• _TASK TO CARRY OUT_
Each record must be copied in full and unchanged; any image it holds is excluded.

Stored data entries
_ _ _ _ _

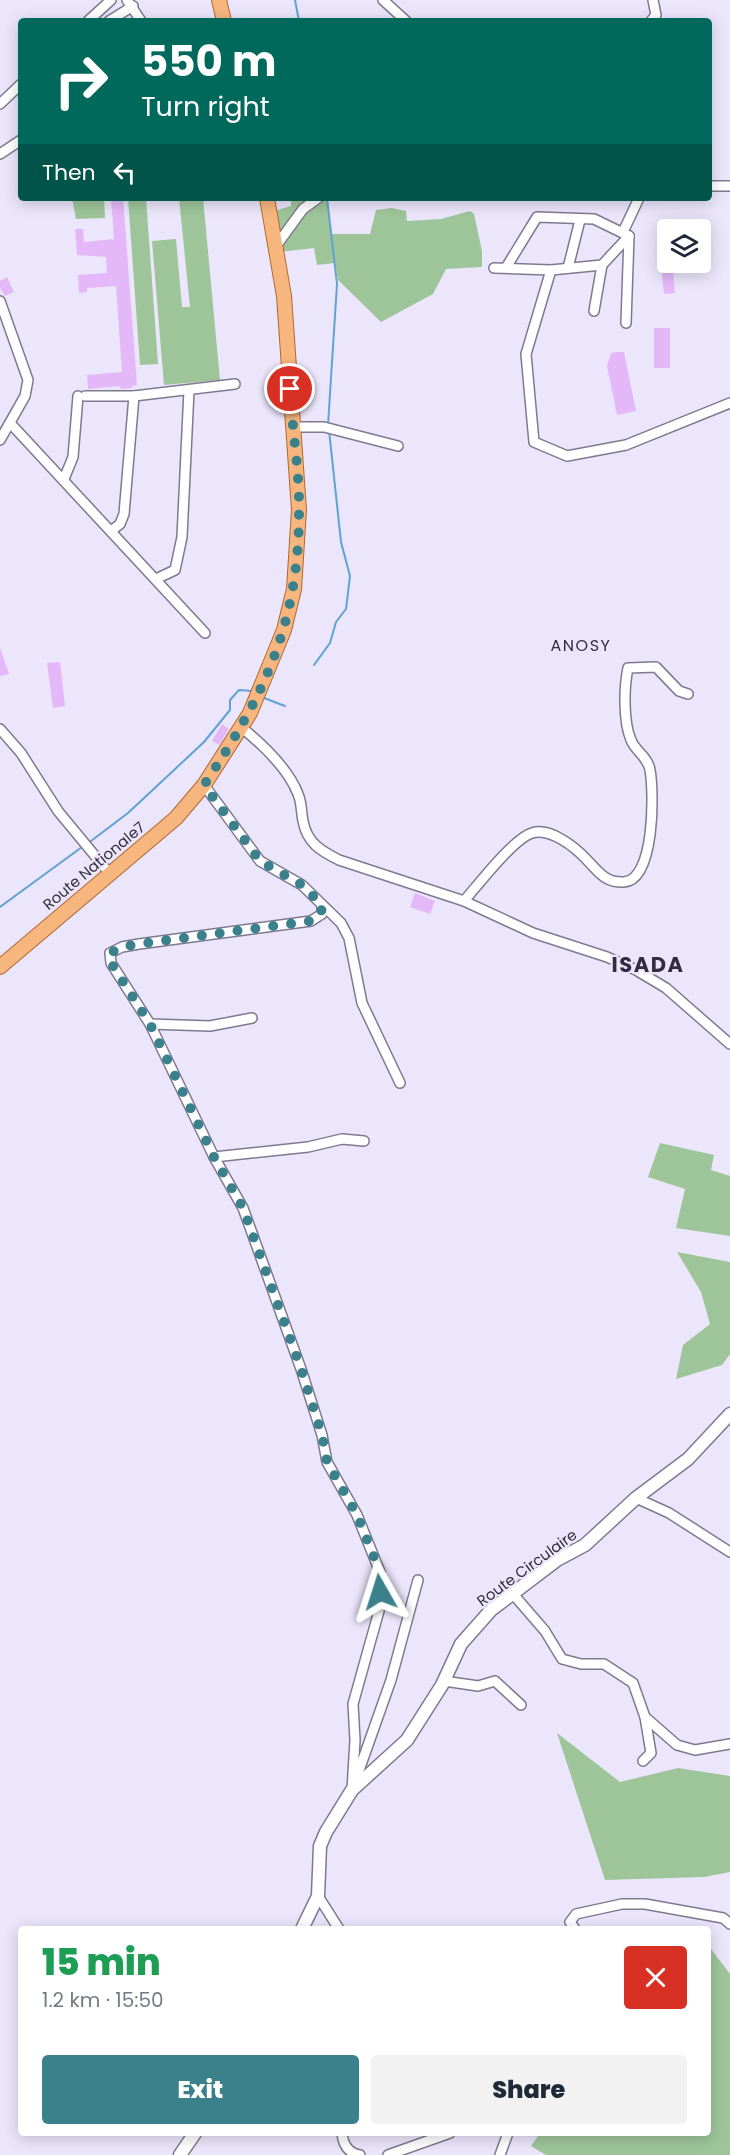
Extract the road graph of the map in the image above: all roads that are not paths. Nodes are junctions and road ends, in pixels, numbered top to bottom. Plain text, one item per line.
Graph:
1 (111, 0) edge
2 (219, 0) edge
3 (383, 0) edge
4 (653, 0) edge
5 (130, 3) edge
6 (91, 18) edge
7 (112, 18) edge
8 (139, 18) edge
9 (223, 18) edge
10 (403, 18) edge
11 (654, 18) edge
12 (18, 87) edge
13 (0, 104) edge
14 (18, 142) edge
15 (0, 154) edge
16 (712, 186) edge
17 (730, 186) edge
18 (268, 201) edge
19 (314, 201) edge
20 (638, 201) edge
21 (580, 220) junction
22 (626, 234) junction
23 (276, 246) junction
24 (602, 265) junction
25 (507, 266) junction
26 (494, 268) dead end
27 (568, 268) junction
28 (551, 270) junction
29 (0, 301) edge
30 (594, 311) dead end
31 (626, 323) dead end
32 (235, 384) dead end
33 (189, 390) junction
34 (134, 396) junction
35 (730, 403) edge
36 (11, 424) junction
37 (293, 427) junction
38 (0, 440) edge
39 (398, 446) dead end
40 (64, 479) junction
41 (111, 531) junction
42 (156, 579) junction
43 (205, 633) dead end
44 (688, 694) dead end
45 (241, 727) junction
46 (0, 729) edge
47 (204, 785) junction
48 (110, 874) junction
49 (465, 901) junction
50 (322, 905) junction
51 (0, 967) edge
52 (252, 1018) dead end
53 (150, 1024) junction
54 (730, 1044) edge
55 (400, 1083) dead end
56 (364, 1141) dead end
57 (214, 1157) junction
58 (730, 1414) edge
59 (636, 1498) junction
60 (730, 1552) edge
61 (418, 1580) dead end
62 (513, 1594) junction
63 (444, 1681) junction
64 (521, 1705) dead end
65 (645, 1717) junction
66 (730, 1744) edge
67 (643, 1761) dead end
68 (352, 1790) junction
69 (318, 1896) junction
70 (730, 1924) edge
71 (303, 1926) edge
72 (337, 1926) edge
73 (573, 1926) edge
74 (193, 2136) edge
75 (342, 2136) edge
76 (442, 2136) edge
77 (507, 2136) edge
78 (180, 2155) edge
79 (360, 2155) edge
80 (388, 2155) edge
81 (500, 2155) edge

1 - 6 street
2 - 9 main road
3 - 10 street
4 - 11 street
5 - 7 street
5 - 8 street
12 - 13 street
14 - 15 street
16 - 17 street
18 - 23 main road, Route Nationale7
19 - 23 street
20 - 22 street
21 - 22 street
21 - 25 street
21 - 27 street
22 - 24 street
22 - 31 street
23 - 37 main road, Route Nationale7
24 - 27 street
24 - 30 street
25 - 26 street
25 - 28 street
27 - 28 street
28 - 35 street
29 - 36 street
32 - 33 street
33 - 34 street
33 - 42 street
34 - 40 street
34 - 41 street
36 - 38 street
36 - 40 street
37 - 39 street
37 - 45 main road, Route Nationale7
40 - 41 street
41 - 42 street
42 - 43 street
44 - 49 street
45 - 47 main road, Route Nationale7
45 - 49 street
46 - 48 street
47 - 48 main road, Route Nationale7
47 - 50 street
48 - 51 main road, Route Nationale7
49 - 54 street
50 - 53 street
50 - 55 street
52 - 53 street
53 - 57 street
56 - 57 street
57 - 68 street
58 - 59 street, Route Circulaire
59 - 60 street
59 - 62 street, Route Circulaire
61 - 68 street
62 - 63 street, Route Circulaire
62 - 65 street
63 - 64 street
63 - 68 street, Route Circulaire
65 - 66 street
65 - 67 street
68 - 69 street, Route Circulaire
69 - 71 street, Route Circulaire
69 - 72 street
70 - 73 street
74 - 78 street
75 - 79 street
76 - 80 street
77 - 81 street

_ _ _ _ _

• _RESPONSE TO THE TASK_
Extract the road graph of the map in the image above: all roads that are not paths. Nodes are junctions and road ends, in pixels, numbered top to bottom. Plain text, one item per line.
Graph:
1 (111, 0) edge
2 (219, 0) edge
3 (383, 0) edge
4 (653, 0) edge
5 (130, 3) edge
6 (91, 18) edge
7 (112, 18) edge
8 (139, 18) edge
9 (223, 18) edge
10 (403, 18) edge
11 (654, 18) edge
12 (18, 87) edge
13 (0, 104) edge
14 (18, 142) edge
15 (0, 154) edge
16 (712, 186) edge
17 (730, 186) edge
18 (268, 201) edge
19 (314, 201) edge
20 (638, 201) edge
21 (580, 220) junction
22 (626, 234) junction
23 (276, 246) junction
24 (602, 265) junction
25 (507, 266) junction
26 (494, 268) dead end
27 (568, 268) junction
28 (551, 270) junction
29 (0, 301) edge
30 (594, 311) dead end
31 (626, 323) dead end
32 (235, 384) dead end
33 (189, 390) junction
34 (134, 396) junction
35 (730, 403) edge
36 (11, 424) junction
37 (293, 427) junction
38 (0, 440) edge
39 (398, 446) dead end
40 (64, 479) junction
41 (111, 531) junction
42 (156, 579) junction
43 (205, 633) dead end
44 (688, 694) dead end
45 (241, 727) junction
46 (0, 729) edge
47 (204, 785) junction
48 (110, 874) junction
49 (465, 901) junction
50 (322, 905) junction
51 (0, 967) edge
52 (252, 1018) dead end
53 (150, 1024) junction
54 (730, 1044) edge
55 (400, 1083) dead end
56 (364, 1141) dead end
57 (214, 1157) junction
58 (730, 1414) edge
59 (636, 1498) junction
60 (730, 1552) edge
61 (418, 1580) dead end
62 (513, 1594) junction
63 (444, 1681) junction
64 (521, 1705) dead end
65 (645, 1717) junction
66 (730, 1744) edge
67 (643, 1761) dead end
68 (352, 1790) junction
69 (318, 1896) junction
70 (730, 1924) edge
71 (303, 1926) edge
72 (337, 1926) edge
73 (573, 1926) edge
74 (193, 2136) edge
75 (342, 2136) edge
76 (442, 2136) edge
77 (507, 2136) edge
78 (180, 2155) edge
79 (360, 2155) edge
80 (388, 2155) edge
81 (500, 2155) edge

1 - 6 street
2 - 9 main road
3 - 10 street
4 - 11 street
5 - 7 street
5 - 8 street
12 - 13 street
14 - 15 street
16 - 17 street
18 - 23 main road, Route Nationale7
19 - 23 street
20 - 22 street
21 - 22 street
21 - 25 street
21 - 27 street
22 - 24 street
22 - 31 street
23 - 37 main road, Route Nationale7
24 - 27 street
24 - 30 street
25 - 26 street
25 - 28 street
27 - 28 street
28 - 35 street
29 - 36 street
32 - 33 street
33 - 34 street
33 - 42 street
34 - 40 street
34 - 41 street
36 - 38 street
36 - 40 street
37 - 39 street
37 - 45 main road, Route Nationale7
40 - 41 street
41 - 42 street
42 - 43 street
44 - 49 street
45 - 47 main road, Route Nationale7
45 - 49 street
46 - 48 street
47 - 48 main road, Route Nationale7
47 - 50 street
48 - 51 main road, Route Nationale7
49 - 54 street
50 - 53 street
50 - 55 street
52 - 53 street
53 - 57 street
56 - 57 street
57 - 68 street
58 - 59 street, Route Circulaire
59 - 60 street
59 - 62 street, Route Circulaire
61 - 68 street
62 - 63 street, Route Circulaire
62 - 65 street
63 - 64 street
63 - 68 street, Route Circulaire
65 - 66 street
65 - 67 street
68 - 69 street, Route Circulaire
69 - 71 street, Route Circulaire
69 - 72 street
70 - 73 street
74 - 78 street
75 - 79 street
76 - 80 street
77 - 81 street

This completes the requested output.